::: Supplied material :::

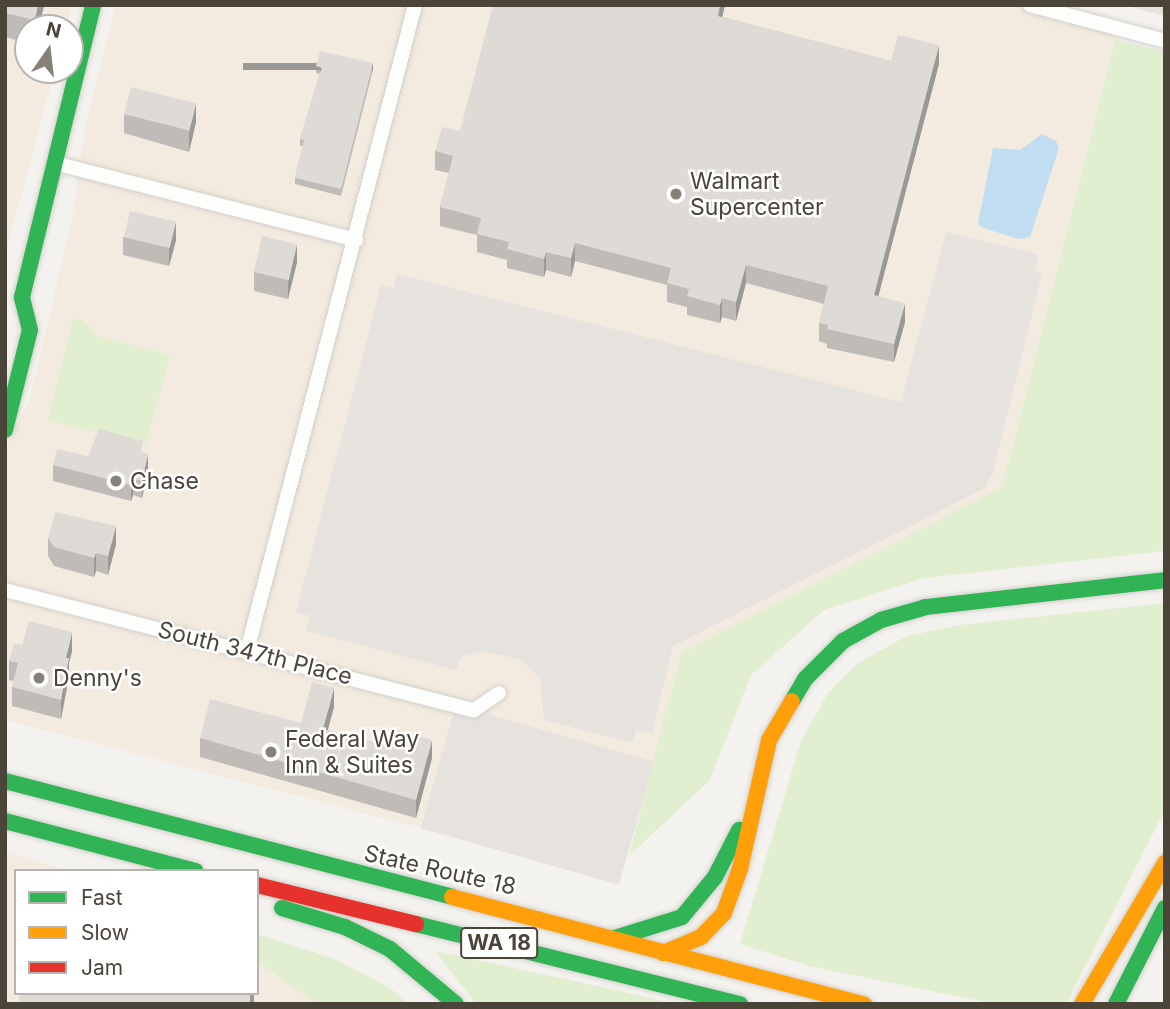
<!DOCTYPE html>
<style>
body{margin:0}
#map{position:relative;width:1170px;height:1009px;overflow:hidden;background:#f4f2ee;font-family:Inter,sans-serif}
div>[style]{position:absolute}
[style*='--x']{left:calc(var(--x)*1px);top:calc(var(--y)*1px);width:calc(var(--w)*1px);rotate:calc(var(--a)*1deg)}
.commercial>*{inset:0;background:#f3ebdf}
.industrial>*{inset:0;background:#e6e2de}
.green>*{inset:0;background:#e1eecf}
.parking>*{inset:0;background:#e6e3df;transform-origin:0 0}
.water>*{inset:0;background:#c0ddf1}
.roads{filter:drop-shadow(0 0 2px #d2d0cb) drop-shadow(0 0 2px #d2d0cb)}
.street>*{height:14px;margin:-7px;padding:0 7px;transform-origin:7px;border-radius:7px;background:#fdfdfc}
.fast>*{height:16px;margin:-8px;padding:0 8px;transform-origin:8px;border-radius:8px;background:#30b455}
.slow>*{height:16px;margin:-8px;padding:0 8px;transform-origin:8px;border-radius:8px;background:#ff9f0a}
.jam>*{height:16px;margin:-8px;padding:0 8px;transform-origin:8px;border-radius:8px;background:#e5322d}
.wall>*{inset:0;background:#bfbcb8}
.shaded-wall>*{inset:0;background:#9b9996;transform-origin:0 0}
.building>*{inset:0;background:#dedbd6;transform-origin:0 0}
.dots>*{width:19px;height:19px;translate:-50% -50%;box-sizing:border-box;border:4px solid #fff;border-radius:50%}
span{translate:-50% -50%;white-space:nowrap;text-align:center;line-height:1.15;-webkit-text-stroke:5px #fff;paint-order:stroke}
.shield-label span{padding:2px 5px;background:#fff;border:2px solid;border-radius:5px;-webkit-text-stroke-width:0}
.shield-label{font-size:21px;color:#4b4439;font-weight:700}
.poi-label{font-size:23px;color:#4b4439}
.left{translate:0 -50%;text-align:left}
.street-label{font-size:23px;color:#4b4439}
.frame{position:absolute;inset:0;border:7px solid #4b4439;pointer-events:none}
.legend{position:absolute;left:14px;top:869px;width:245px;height:126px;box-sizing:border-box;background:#fff;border:2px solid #b7b4b0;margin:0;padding:9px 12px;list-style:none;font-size:21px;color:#4b4439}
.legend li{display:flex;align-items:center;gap:14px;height:35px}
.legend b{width:35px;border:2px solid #b7b4b0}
.north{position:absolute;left:14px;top:14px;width:70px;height:70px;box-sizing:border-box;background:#fff;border:2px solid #b7b4b0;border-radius:50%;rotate:14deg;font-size:19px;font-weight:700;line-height:28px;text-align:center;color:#4b4439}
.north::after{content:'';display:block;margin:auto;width:24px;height:32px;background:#868178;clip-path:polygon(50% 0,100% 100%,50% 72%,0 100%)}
</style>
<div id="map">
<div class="commercial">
<div style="clip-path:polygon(5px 5px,71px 5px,66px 28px,28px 28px,28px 70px,55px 70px,5px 256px)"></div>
<div style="clip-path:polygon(116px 5px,1030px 5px,1117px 29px,1002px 487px,681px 653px,654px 763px,456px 705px,425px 829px,5px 720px,5px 457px,11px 435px,30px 400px,72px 218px,85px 128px)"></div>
<div style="clip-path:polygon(5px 851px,69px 871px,16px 871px,16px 993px,257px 993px,257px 961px,317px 1004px,5px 1004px)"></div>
</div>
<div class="industrial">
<div style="clip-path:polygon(1123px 5px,1165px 5px,1165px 16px)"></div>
</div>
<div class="green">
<div style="clip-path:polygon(1115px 40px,1165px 52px,1165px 551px,924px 578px,824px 610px,751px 675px,710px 780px,629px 856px,681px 653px,1002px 487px)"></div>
<div style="clip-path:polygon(73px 318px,84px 321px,97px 336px,170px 355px,146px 445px,48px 420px)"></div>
<div style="clip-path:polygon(1165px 603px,1165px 810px,1066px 1004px,995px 1004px,809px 966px,740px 944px,801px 741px,828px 693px,858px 663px,907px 636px,960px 625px)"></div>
<div style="clip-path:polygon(257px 934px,335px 959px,390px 988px,409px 1004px,317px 1004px,257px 961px)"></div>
<div style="clip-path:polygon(435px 951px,611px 989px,674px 1004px,476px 1004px)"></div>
</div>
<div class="parking">
<div style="clip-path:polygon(946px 232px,1038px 254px,1035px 271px,1042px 274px,993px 473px,985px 488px,673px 646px,652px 734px,636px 730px,633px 743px,544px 720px,540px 678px,521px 660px,484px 651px,462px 656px,456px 670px,306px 631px,310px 616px,296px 612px,381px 285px,394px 288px,397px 274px,901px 402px)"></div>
<div style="left:456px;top:705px;width:206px;height:128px;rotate:16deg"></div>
</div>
<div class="water">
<div style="clip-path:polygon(1042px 134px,1056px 141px,1059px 148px,1030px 237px,1018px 239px,981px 227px,978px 223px,993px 148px,1020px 150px)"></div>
</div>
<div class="roads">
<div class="street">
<div style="--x:1030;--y:5;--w:140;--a:14.9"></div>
<div style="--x:54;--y:163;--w:312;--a:14.3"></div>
<div style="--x:5;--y:590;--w:484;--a:14.4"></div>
<div style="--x:474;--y:710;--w:30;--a:-34"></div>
<div style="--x:247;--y:651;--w:667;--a:-75.42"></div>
</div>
<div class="fast">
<div style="--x:5;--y:430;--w:103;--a:-76"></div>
<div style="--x:30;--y:330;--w:34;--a:-104"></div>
<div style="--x:22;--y:297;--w:301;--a:-76.3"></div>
<div style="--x:792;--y:701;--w:26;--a:-59"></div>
<div style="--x:805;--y:679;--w:54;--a:-45"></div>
<div style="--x:843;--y:641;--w:43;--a:-28.9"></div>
<div style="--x:881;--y:620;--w:47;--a:-16.1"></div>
<div style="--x:926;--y:607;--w:241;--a:-6.4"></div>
<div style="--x:5;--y:781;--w:462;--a:14.5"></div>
<div style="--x:5;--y:821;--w:197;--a:14.7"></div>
<div style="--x:282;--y:908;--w:66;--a:16.8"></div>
<div style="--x:345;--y:927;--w:50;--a:26.1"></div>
<div style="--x:390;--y:949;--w:86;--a:39.8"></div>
<div style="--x:416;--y:924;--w:334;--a:13.9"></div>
<div style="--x:615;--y:938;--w:70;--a:-17.4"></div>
<div style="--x:682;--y:917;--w:52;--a:-50.5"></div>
<div style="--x:715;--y:877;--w:53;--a:-62.9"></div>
<div style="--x:1116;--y:1004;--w:108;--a:-63"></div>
</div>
<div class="slow">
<div style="--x:452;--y:897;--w:426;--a:14.6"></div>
<div style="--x:663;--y:953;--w:41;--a:-22.8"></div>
<div style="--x:701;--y:937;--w:33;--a:-46"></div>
<div style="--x:724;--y:913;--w:47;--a:-70"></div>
<div style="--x:740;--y:869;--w:132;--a:-77.3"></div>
<div style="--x:769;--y:740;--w:45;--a:-59.5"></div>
<div style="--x:1082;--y:1004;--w:164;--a:-59.5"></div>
</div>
<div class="jam">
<div style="--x:257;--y:885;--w:164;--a:13.8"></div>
</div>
</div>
<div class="wall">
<div style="clip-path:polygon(5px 5px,44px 5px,39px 28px,28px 28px,28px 43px,5px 37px)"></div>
<div style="clip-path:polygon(725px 5px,722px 17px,891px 61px,939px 64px,878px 296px,905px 322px,894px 362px,827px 348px,827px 344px,819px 341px,819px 323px,824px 304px,746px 283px,736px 321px,722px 317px,720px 323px,687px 315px,687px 307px,667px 302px,667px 285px,575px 261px,571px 277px,546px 270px,544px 277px,507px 268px,507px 260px,477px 252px,477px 235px,440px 226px,440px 207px,449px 173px,435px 170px,435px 151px,460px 131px)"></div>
<div style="clip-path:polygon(316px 66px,373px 70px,341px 196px,295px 184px,295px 178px,303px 146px,300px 146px,300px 139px,320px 74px,316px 73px)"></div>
<div style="clip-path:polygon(124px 114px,196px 122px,189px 152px,124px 133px)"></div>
<div style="clip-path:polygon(123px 237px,176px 240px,169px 266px,123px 255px)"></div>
<div style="clip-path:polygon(297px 262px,288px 299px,254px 291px,254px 272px)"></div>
<div style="clip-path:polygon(143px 453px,148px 471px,142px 498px,133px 495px,131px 501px,53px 481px,53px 465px,88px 456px)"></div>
<div style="clip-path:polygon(48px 538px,116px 544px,108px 575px,96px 571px,94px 577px,54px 566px,48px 556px)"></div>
<div style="clip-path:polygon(22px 645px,72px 651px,69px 663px,69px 677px,61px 719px,12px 706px,12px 687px,14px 681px,9px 680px,9px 661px)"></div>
<div style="clip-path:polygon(334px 707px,328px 730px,432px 758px,416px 818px,200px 757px,200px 738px,301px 723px)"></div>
</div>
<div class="shaded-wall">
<div style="clip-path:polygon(38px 5px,44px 5px,39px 28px,35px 28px,35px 20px)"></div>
<div style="clip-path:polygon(720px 5px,725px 5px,718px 35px,718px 16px)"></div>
<div style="clip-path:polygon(939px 45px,939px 64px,874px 313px,874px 295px)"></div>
<div style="left:373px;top:63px;width:7px;height:130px;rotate:90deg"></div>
<div style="clip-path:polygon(196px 103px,196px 122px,189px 152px,189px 133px)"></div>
<div style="clip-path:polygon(176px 222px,176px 240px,169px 266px,169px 249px)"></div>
<div style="clip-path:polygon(575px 243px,575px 261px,571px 277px,571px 258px)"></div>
<div style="clip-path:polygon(297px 244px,297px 262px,288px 299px,288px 280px)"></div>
<div style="clip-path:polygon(546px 252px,546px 270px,544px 277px,544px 259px)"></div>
<div style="clip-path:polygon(746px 265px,746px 283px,736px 321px,736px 302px)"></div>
<div style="clip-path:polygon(722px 298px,722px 317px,720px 323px,720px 305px)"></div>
<div style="clip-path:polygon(905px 303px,905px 322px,894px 362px,894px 344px)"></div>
<div style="clip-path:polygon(148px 454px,148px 471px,142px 498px,142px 481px)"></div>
<div style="clip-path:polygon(133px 479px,133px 495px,131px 501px,131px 485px)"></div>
<div style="clip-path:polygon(116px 526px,116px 544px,108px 575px,108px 556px)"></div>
<div style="clip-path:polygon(96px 553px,96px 571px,94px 577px,94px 558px)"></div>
<div style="clip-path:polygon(72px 632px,72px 651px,69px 663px,69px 677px,61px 719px,61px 700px,66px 658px)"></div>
<div style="clip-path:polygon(334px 688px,334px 707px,323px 747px,323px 729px)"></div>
<div style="clip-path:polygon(432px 740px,432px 758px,416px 818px,416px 800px)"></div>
<div style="clip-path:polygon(250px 993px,254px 993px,254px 1004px,248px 1004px)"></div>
</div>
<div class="building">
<div style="clip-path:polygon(5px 5px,38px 5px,35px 20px,5px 13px)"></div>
<div style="clip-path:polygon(493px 5px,720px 5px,718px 16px,891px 61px,898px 35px,939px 45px,874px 295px,905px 303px,894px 344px,827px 329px,828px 325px,819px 323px,828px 286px,746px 265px,736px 302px,722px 298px,720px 305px,687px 296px,689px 289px,667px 283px,671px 268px,575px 243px,571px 258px,546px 252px,544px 259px,507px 249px,509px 242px,477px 234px,481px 218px,440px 207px,453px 156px,435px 151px,442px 127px,460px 131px)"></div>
<div style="clip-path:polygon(320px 51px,373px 63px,341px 189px,295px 178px,304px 140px,300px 139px,322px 68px,316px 66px)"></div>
<div style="left:131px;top:87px;width:67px;height:28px;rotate:14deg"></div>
<div style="left:130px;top:211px;width:47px;height:27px;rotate:13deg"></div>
<div style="left:262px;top:236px;width:36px;height:37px;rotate:13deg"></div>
<div style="clip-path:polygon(99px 429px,143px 441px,141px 452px,148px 454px,142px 481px,133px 479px,131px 485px,53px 465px,57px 449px,88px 456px)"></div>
<div style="clip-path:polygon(55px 512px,116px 526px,108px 556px,96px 553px,94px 558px,54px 547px,48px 538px)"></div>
<div style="clip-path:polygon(29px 621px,72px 632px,66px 658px,69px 658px,61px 700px,12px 687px,18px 663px,9px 661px,14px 643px,22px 645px)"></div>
<div style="clip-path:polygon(312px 682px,334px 688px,323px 729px,388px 746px,393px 729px,432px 740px,416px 800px,200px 738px,210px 699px,301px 723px)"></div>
<div style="left:19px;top:993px;width:231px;height:11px"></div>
</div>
<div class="dots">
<div style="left:676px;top:194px;background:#868178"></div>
<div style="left:116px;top:481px;background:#868178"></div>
<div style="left:39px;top:678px;background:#868178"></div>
<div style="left:271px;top:752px;background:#868178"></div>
</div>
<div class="shield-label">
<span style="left:499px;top:943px">WA 18</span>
</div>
<div class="poi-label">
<span class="left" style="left:690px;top:194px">Walmart<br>Supercenter</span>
<span class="left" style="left:130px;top:481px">Chase</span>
<span class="left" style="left:53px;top:678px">Denny's</span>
<span class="left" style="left:285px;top:752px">Federal Way<br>Inn &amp; Suites</span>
</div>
<div class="street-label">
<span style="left:255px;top:653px;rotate:14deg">South 347th Place</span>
<span style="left:440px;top:870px;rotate:13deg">State Route 18</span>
</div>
<div class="frame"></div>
<ul class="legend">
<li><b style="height:9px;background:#30b455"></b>Fast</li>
<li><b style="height:9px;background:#ff9f0a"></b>Slow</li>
<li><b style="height:9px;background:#e5322d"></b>Jam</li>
</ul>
<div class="north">N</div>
</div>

:::

▶ **Exercise prompt**: A copy of each line in the data above that holds the string "shaded" is needed.

▶ **Result of the exercise**:
.shaded-wall>*{inset:0;background:#9b9996;transform-origin:0 0}
<div class="shaded-wall">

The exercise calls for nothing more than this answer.